Emerging market risk is on the rise and the dollar has undergone huge fluctuations. Let's tie this back to the origin.
President Nixon's Treasury Secretary, John Connally, famously told famously told a group of European finance ministers worried about the export of American inflation that the “dollar is our currency, but your problem.”
On August 15, 1971, in what's known as Nixon Shock, president Nixon directed Treasury Secretary Connally to suspend, with certain exceptions, the convertibility of the dollar into gold or other reserve assets, ordering the gold window to be closed such that foreign governments could no longer exchange their dollars for gold.
The immediate result was a prolonged period of “stagflation” defined as rising inflation accompanied by recession.
Nixon Shock unleashed enormous speculation against the dollar. It forced Japan's central bank to intervene significantly in the foreign exchange market to prevent the yen from increasing in value. Still, this large-scale intervention by Japan's central bank could not prevent the depreciation of US dollar against the yen. France was willing to allow the dollar to depreciate against the franc, but not allow the franc to appreciate against gold. In 2011, Paul Volcker expressed regret over the abandonment of Bretton Woods: “Nobody's in charge,” Volcker said. “The Europeans couldn't live with the uncertainty and made their own currency and now that's in trouble.”
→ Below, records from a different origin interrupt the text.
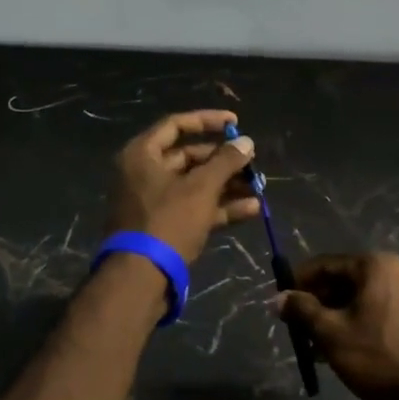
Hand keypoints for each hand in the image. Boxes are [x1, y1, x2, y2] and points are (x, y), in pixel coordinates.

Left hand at [107, 110, 260, 263]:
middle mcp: (143, 174)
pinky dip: (220, 208)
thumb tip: (246, 141)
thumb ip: (226, 161)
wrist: (140, 278)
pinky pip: (194, 209)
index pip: (176, 125)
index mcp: (142, 155)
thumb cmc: (168, 222)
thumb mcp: (201, 188)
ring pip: (195, 186)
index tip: (236, 122)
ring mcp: (153, 203)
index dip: (208, 120)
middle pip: (188, 157)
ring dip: (227, 186)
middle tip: (252, 163)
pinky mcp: (164, 227)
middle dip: (223, 161)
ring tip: (258, 188)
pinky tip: (251, 210)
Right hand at [276, 253, 398, 399]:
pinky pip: (376, 312)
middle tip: (295, 327)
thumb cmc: (379, 356)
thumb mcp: (331, 333)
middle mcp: (396, 271)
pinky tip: (339, 351)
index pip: (325, 264)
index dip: (298, 282)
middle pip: (343, 280)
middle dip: (316, 303)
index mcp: (375, 265)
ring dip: (334, 317)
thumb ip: (302, 310)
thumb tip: (277, 298)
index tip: (279, 302)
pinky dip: (355, 324)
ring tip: (313, 346)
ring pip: (359, 299)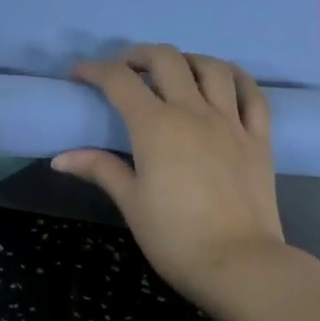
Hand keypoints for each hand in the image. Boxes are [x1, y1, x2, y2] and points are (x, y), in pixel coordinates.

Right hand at [52, 46, 293, 305]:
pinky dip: (235, 77)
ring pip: (211, 68)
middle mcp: (193, 112)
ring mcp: (231, 122)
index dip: (95, 70)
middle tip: (124, 70)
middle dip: (138, 55)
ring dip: (186, 60)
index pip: (119, 81)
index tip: (79, 76)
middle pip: (166, 60)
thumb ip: (99, 169)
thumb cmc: (175, 237)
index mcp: (155, 126)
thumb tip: (60, 158)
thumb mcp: (130, 202)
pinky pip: (252, 93)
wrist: (239, 264)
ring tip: (173, 72)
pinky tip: (223, 80)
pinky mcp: (259, 138)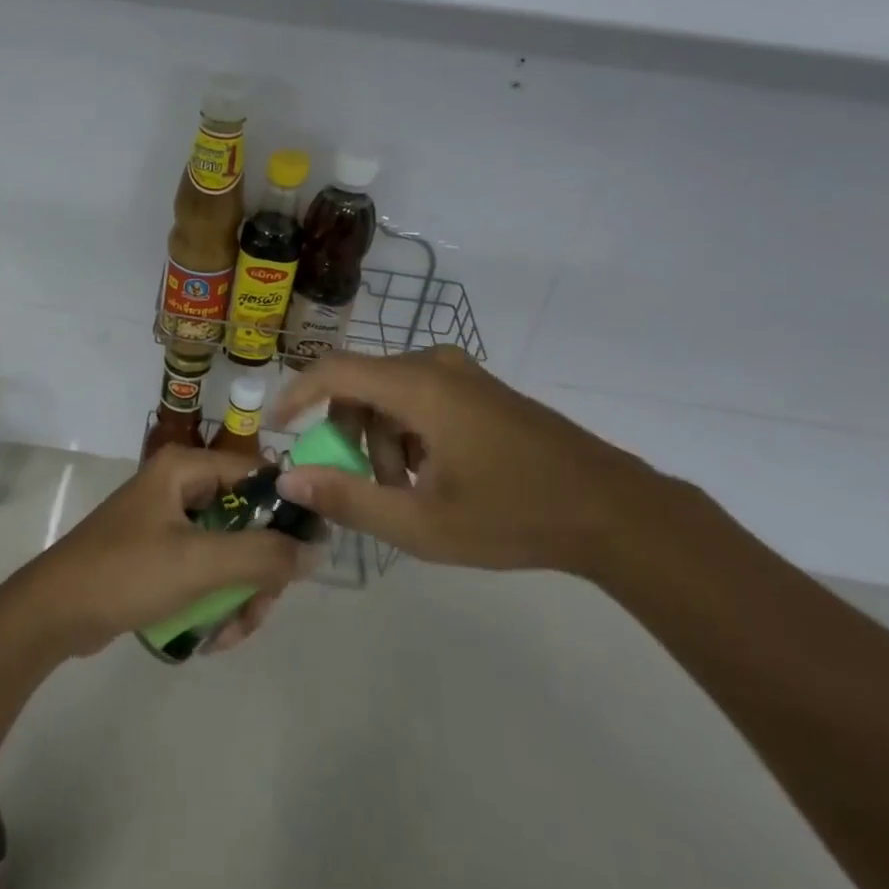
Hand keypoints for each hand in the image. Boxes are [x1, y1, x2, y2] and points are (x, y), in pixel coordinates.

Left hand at [18, 447, 321, 657]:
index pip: (257, 474)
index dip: (286, 510)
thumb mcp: (200, 563)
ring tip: (231, 634)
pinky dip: (215, 600)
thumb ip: (263, 555)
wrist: (54, 613)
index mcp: (184, 469)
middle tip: (258, 610)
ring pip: (228, 551)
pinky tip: (211, 637)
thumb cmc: (127, 573)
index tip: (305, 556)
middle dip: (258, 571)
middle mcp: (179, 486)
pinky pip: (205, 570)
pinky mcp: (159, 554)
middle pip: (246, 520)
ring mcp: (167, 521)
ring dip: (239, 594)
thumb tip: (316, 548)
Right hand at [272, 346, 656, 576]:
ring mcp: (462, 374)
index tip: (275, 427)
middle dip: (350, 436)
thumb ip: (349, 498)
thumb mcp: (422, 523)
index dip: (295, 394)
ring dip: (382, 440)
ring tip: (409, 492)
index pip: (333, 371)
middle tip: (368, 487)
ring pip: (390, 394)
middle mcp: (435, 365)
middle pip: (361, 386)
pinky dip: (408, 433)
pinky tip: (435, 476)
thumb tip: (289, 477)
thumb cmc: (514, 516)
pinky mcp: (480, 389)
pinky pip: (420, 397)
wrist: (614, 510)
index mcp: (418, 387)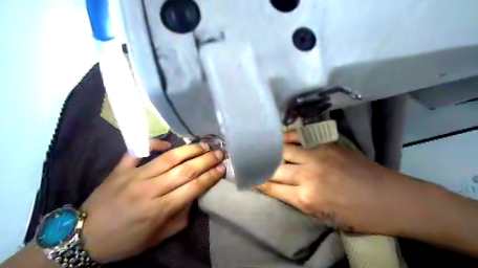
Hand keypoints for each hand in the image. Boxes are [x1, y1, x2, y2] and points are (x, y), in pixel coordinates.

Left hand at [79, 140, 226, 263]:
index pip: (194, 187)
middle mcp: (150, 189)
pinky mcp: (121, 169)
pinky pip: (138, 151)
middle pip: (185, 170)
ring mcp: (134, 176)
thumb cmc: (126, 240)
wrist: (84, 238)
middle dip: (206, 160)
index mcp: (160, 209)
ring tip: (204, 144)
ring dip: (189, 150)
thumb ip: (181, 217)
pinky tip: (167, 144)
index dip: (211, 176)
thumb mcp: (159, 237)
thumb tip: (194, 196)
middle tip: (220, 152)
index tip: (223, 168)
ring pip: (168, 158)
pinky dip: (153, 144)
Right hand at [258, 131, 424, 235]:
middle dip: (259, 166)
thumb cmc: (358, 215)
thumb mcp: (324, 217)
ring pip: (283, 150)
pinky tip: (278, 137)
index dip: (257, 181)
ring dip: (269, 150)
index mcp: (306, 198)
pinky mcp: (327, 145)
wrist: (391, 199)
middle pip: (274, 167)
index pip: (272, 187)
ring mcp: (317, 156)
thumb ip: (298, 201)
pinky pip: (300, 138)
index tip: (247, 176)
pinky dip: (287, 137)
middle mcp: (307, 174)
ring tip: (259, 147)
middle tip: (248, 161)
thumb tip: (279, 189)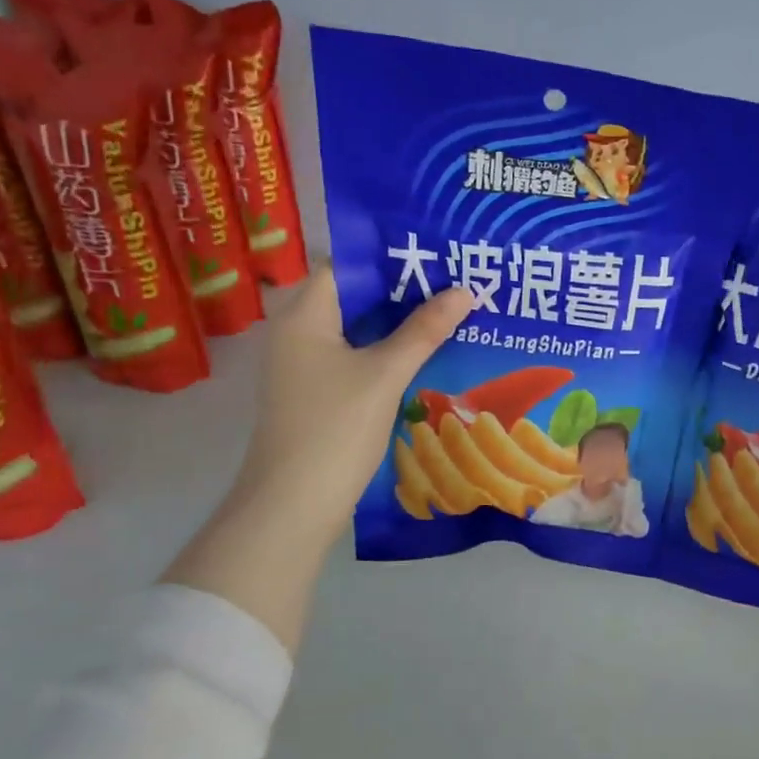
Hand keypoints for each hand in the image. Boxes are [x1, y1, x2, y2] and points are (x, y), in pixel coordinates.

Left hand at [235, 266, 471, 552]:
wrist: (293, 505)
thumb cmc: (335, 429)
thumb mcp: (385, 374)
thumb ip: (424, 330)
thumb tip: (465, 291)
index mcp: (304, 315)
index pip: (346, 265)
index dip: (389, 256)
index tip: (435, 254)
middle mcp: (298, 333)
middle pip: (354, 298)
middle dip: (402, 291)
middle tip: (453, 282)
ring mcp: (305, 367)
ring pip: (357, 331)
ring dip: (398, 324)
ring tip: (449, 312)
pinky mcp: (317, 395)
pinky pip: (356, 359)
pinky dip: (387, 353)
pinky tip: (426, 356)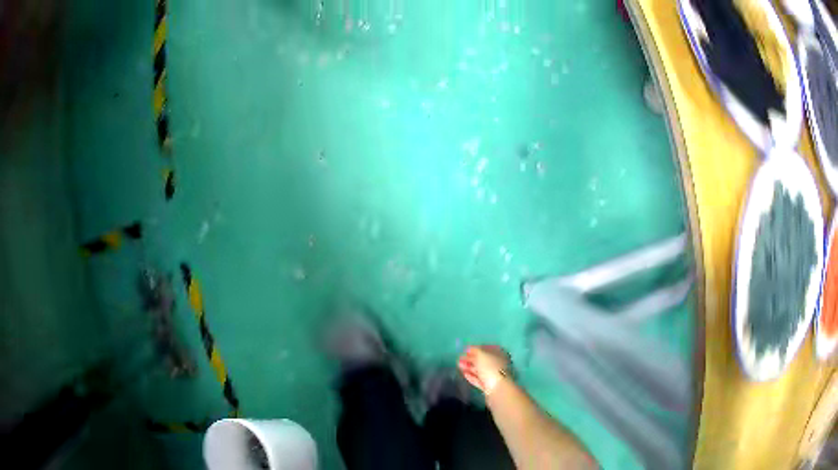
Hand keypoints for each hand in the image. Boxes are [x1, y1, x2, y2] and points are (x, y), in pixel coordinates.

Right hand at [458, 345, 511, 394]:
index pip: (487, 349)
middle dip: (471, 359)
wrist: (497, 389)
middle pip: (483, 360)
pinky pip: (479, 379)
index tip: (465, 350)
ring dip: (469, 367)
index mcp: (499, 354)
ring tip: (459, 365)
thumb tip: (469, 349)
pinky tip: (464, 374)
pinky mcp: (489, 386)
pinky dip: (472, 376)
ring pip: (480, 370)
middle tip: (459, 359)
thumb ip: (475, 350)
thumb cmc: (490, 368)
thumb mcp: (481, 355)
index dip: (476, 349)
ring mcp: (493, 376)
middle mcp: (498, 364)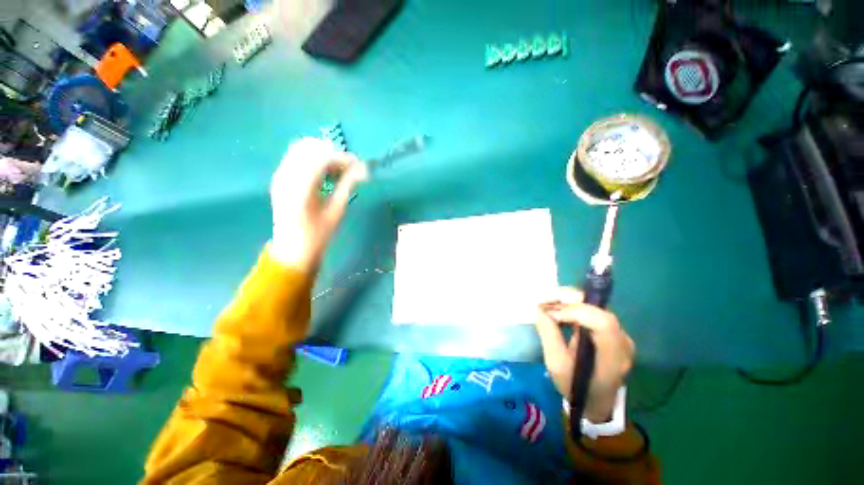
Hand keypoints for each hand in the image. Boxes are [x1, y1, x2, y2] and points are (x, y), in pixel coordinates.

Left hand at [270, 138, 367, 270]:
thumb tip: (362, 170)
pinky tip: (323, 172)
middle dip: (332, 153)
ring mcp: (280, 176)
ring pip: (301, 149)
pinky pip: (295, 157)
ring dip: (322, 154)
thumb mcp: (336, 211)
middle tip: (349, 168)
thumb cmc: (318, 234)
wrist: (292, 248)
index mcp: (301, 188)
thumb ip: (347, 186)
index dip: (343, 158)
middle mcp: (287, 176)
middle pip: (310, 148)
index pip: (322, 158)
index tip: (360, 166)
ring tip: (337, 170)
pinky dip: (312, 159)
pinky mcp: (279, 178)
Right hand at [535, 287, 634, 421]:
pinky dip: (573, 307)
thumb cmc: (575, 386)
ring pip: (595, 306)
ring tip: (549, 304)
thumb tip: (541, 309)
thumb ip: (549, 335)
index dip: (575, 311)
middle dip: (569, 300)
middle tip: (546, 301)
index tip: (551, 313)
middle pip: (598, 309)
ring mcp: (620, 335)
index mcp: (613, 355)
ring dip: (569, 301)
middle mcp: (622, 341)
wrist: (595, 401)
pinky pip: (592, 311)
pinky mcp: (612, 331)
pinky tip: (559, 310)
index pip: (602, 322)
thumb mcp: (557, 365)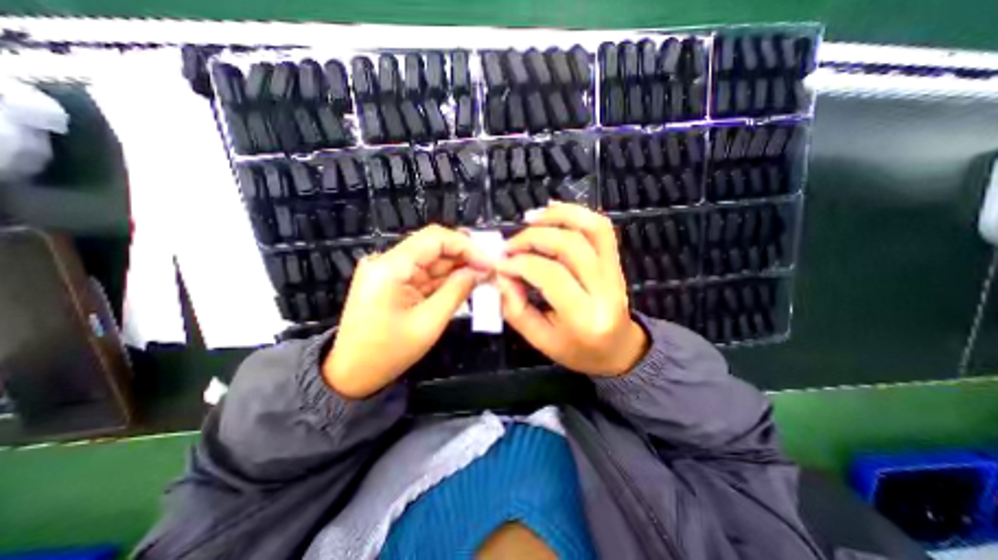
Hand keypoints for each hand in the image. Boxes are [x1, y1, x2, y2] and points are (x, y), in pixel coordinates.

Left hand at [326, 225, 492, 400]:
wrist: (351, 374)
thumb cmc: (387, 354)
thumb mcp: (429, 324)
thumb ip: (457, 291)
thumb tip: (480, 271)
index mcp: (390, 268)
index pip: (434, 239)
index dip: (466, 246)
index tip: (488, 261)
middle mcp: (387, 261)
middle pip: (434, 246)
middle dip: (464, 256)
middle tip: (490, 269)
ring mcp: (389, 270)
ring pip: (432, 259)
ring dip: (457, 267)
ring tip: (483, 276)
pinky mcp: (394, 280)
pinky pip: (425, 273)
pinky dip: (445, 278)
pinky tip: (465, 283)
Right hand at [497, 201, 647, 376]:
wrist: (618, 349)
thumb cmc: (577, 351)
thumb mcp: (539, 340)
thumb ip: (516, 308)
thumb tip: (501, 274)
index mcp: (584, 318)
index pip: (551, 275)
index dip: (521, 264)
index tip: (501, 264)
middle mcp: (605, 290)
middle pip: (570, 246)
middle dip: (533, 239)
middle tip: (510, 246)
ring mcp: (615, 272)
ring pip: (591, 228)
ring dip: (557, 216)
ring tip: (529, 220)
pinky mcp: (616, 261)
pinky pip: (600, 228)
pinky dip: (575, 213)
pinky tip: (552, 211)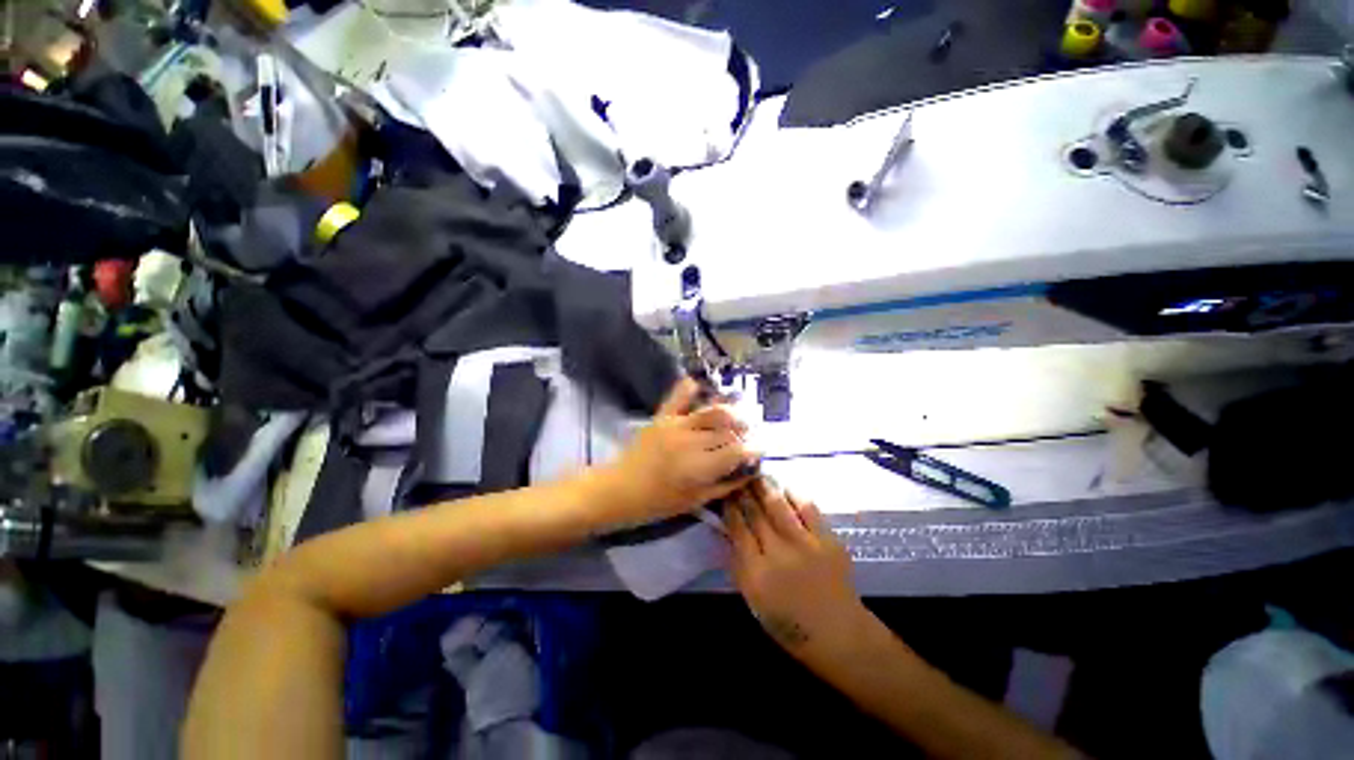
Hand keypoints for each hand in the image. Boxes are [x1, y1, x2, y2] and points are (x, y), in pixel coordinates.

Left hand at [599, 378, 758, 525]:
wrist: (619, 490)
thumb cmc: (657, 503)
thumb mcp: (695, 501)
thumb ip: (724, 486)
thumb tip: (748, 472)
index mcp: (700, 467)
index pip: (737, 451)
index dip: (754, 449)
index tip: (760, 450)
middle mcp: (692, 441)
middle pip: (728, 430)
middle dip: (745, 432)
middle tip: (749, 437)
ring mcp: (676, 425)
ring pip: (712, 411)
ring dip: (730, 411)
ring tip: (737, 416)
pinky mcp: (662, 417)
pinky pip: (678, 396)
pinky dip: (690, 388)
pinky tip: (700, 385)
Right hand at [726, 480, 867, 654]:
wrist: (838, 634)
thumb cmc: (789, 623)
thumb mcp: (753, 600)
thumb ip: (738, 565)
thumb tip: (726, 532)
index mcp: (756, 573)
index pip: (737, 529)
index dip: (729, 508)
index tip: (724, 493)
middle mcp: (778, 554)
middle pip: (755, 514)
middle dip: (743, 492)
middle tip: (737, 477)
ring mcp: (805, 545)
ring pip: (777, 506)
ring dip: (764, 487)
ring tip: (756, 475)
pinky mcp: (827, 540)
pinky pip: (808, 509)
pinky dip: (795, 495)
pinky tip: (786, 487)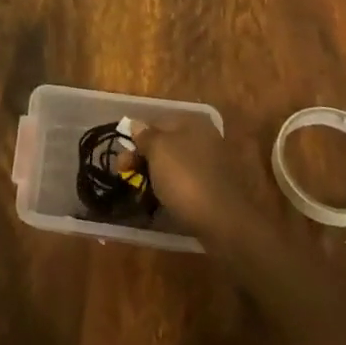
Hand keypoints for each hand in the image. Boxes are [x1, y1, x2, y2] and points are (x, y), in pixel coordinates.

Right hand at [131, 118, 268, 250]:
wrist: (223, 222)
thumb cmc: (185, 178)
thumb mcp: (158, 150)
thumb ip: (145, 135)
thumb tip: (136, 124)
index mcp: (192, 122)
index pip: (155, 122)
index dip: (135, 138)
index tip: (122, 159)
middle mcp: (204, 137)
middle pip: (164, 143)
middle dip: (142, 157)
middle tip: (125, 174)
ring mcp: (211, 163)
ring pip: (174, 163)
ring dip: (155, 174)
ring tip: (141, 189)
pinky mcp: (214, 187)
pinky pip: (185, 181)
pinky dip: (171, 187)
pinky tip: (162, 199)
Unrestrained by trade concerns, and gold outflows, central banks could and let money supply growth run rampant.
Credit exploded, and a series of economic bubbles began, each with a bigger amplitude than the one that preceded it.
Bubbles of Increasing Amplitude
Powell's Self-Serving Whitewash Warning
On May 8, Jerome Powell, chairman of the U.S. Federal Reserve, Warned Against Overstating Impact of Fed Policy on Global Financial Conditions.
Our subject is the relationship between “center country” monetary policy and global financial conditions, and the policy implications of that relationship both for the center country and for other countries affected.
The well-known Mundell-Fleming “trilemma” states that it is not possible to have all three of the following things: free capital mobility, a fixed exchange rate, and the ability to pursue an independent monetary policy. The trilemma does not say that a flexible exchange rate will always fully insulate domestic economic conditions from external shocks. And, indeed, that is not the case. We have seen that integration of global capital markets can make for difficult tradeoffs for some economies, whether they have fixed or floating exchange rate regimes.